[Your assignment]: A faithful transcript of all the lines below, with no pictures, is the goal here.

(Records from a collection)

======

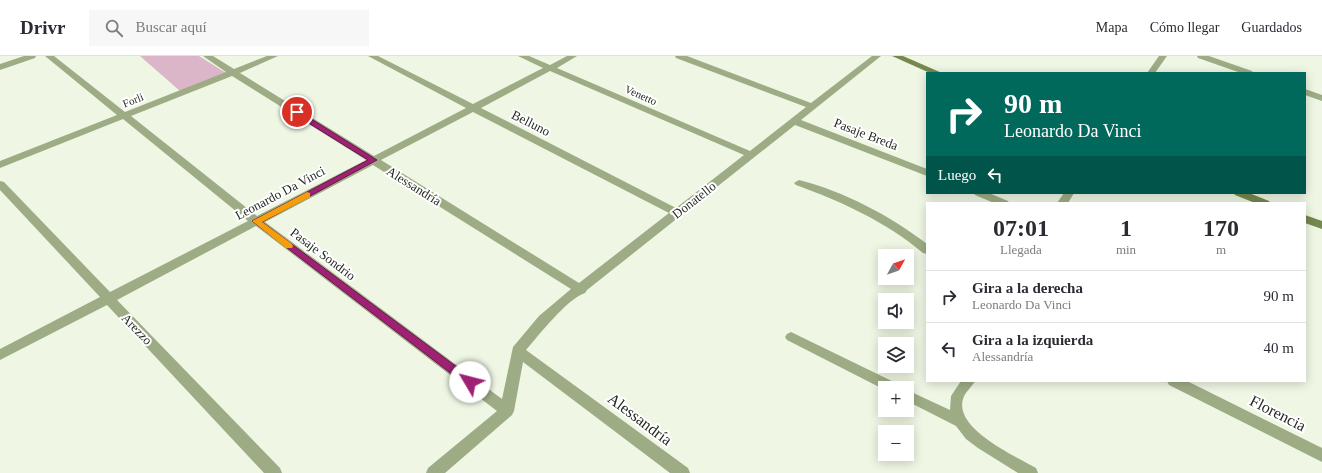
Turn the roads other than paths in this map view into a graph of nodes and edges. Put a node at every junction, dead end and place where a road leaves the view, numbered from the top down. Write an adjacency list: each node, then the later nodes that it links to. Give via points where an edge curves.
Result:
1 (32, 56): 13 (street)
2 (50, 56): 23 (street, Pasaje Sondrio)
3 (207, 56): 15 (street, Alessandría)
4 (274, 56): 15 (street, Forli)
5 (372, 56): 22 (street, Belluno)
6 (522, 56): 14 (street, Venetto)
7 (573, 56): 14 (street, Leonardo Da Vinci)
8 (679, 56): 21 (street)
9 (877, 56): 21 (street, Donatello)
10 (896, 56): 16 (street)
11 (1163, 56): 17 (street)
12 (1201, 56): 18 (street)
13 (0, 66)
14 (550, 68): 22 (street, Leonardo Da Vinci); 25 (street, Venetto)
15 (234, 72): 23 (street, Forli); 26 (street, Alessandría)
16 (936, 72)
17 (1152, 72)
18 (1246, 72)
19 (1306, 92): 20 (street)
20 (1322, 98)
21 (813, 107): 24 (street, Donatello)
22 (474, 108): 26 (street, Leonardo Da Vinci); 35 (street, Belluno)
23 (124, 116): 27 (street, Forli); 37 (street, Pasaje Sondrio)
24 (794, 121): 25 (street, Donatello); 28 (street, Pasaje Breda)
25 (751, 155): 35 (street, Donatello)
26 (373, 160): 37 (street, Leonardo Da Vinci); 40 (street, Alessandría)
27 (0, 165)
28 (926, 173)
29 (799, 183): 39 (lane, via 874,215)
30 (0, 184): 41 (street, Arezzo)
31 (982, 194): 33 (street)
32 (1242, 194): 34 (street)
33 (1002, 202)
34 (1262, 202)
35 (678, 213): 40 (street, Donatello)
36 (1306, 219): 38 (street)
37 (256, 221): 41 (street, Leonardo Da Vinci); 49 (street, Pasaje Sondrio)
38 (1322, 225)
39 (926, 249)
40 (581, 290): 43 (street, Donatello, via 544,319)
41 (108, 298): 44 (street, Leonardo Da Vinci); 52 (street, Arezzo)
42 (791, 337): 45 (lane)
43 (518, 351): 49 (street); 54 (street, Alessandría)
44 (0, 355)
45 (880, 381)
46 (968, 382): 50 (lane, via 959,393 956,402)
47 (1176, 382): 51 (street, Florencia)
48 (914, 398): 50 (lane)
49 (508, 411): 53 (street)
50 (959, 421): 55 (lane, via 974,438)
51 (1322, 455)
52 (274, 473)
53 (434, 473)
54 (682, 473)
55 (1031, 473)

======

[Result of the task]:
Turn the roads other than paths in this map view into a graph of nodes and edges. Put a node at every junction, dead end and place where a road leaves the view, numbered from the top down. Write an adjacency list: each node, then the later nodes that it links to. Give via points where an edge curves.
Result:
1 (32, 56): 13 (street)
2 (50, 56): 23 (street, Pasaje Sondrio)
3 (207, 56): 15 (street, Alessandría)
4 (274, 56): 15 (street, Forli)
5 (372, 56): 22 (street, Belluno)
6 (522, 56): 14 (street, Venetto)
7 (573, 56): 14 (street, Leonardo Da Vinci)
8 (679, 56): 21 (street)
9 (877, 56): 21 (street, Donatello)
10 (896, 56): 16 (street)
11 (1163, 56): 17 (street)
12 (1201, 56): 18 (street)
13 (0, 66)
14 (550, 68): 22 (street, Leonardo Da Vinci); 25 (street, Venetto)
15 (234, 72): 23 (street, Forli); 26 (street, Alessandría)
16 (936, 72)
17 (1152, 72)
18 (1246, 72)
19 (1306, 92): 20 (street)
20 (1322, 98)
21 (813, 107): 24 (street, Donatello)
22 (474, 108): 26 (street, Leonardo Da Vinci); 35 (street, Belluno)
23 (124, 116): 27 (street, Forli); 37 (street, Pasaje Sondrio)
24 (794, 121): 25 (street, Donatello); 28 (street, Pasaje Breda)
25 (751, 155): 35 (street, Donatello)
26 (373, 160): 37 (street, Leonardo Da Vinci); 40 (street, Alessandría)
27 (0, 165)
28 (926, 173)
29 (799, 183): 39 (lane, via 874,215)
30 (0, 184): 41 (street, Arezzo)
31 (982, 194): 33 (street)
32 (1242, 194): 34 (street)
33 (1002, 202)
34 (1262, 202)
35 (678, 213): 40 (street, Donatello)
36 (1306, 219): 38 (street)
37 (256, 221): 41 (street, Leonardo Da Vinci); 49 (street, Pasaje Sondrio)
38 (1322, 225)
39 (926, 249)
40 (581, 290): 43 (street, Donatello, via 544,319)
41 (108, 298): 44 (street, Leonardo Da Vinci); 52 (street, Arezzo)
42 (791, 337): 45 (lane)
43 (518, 351): 49 (street); 54 (street, Alessandría)
44 (0, 355)
45 (880, 381)
46 (968, 382): 50 (lane, via 959,393 956,402)
47 (1176, 382): 51 (street, Florencia)
48 (914, 398): 50 (lane)
49 (508, 411): 53 (street)
50 (959, 421): 55 (lane, via 974,438)
51 (1322, 455)
52 (274, 473)
53 (434, 473)
54 (682, 473)
55 (1031, 473)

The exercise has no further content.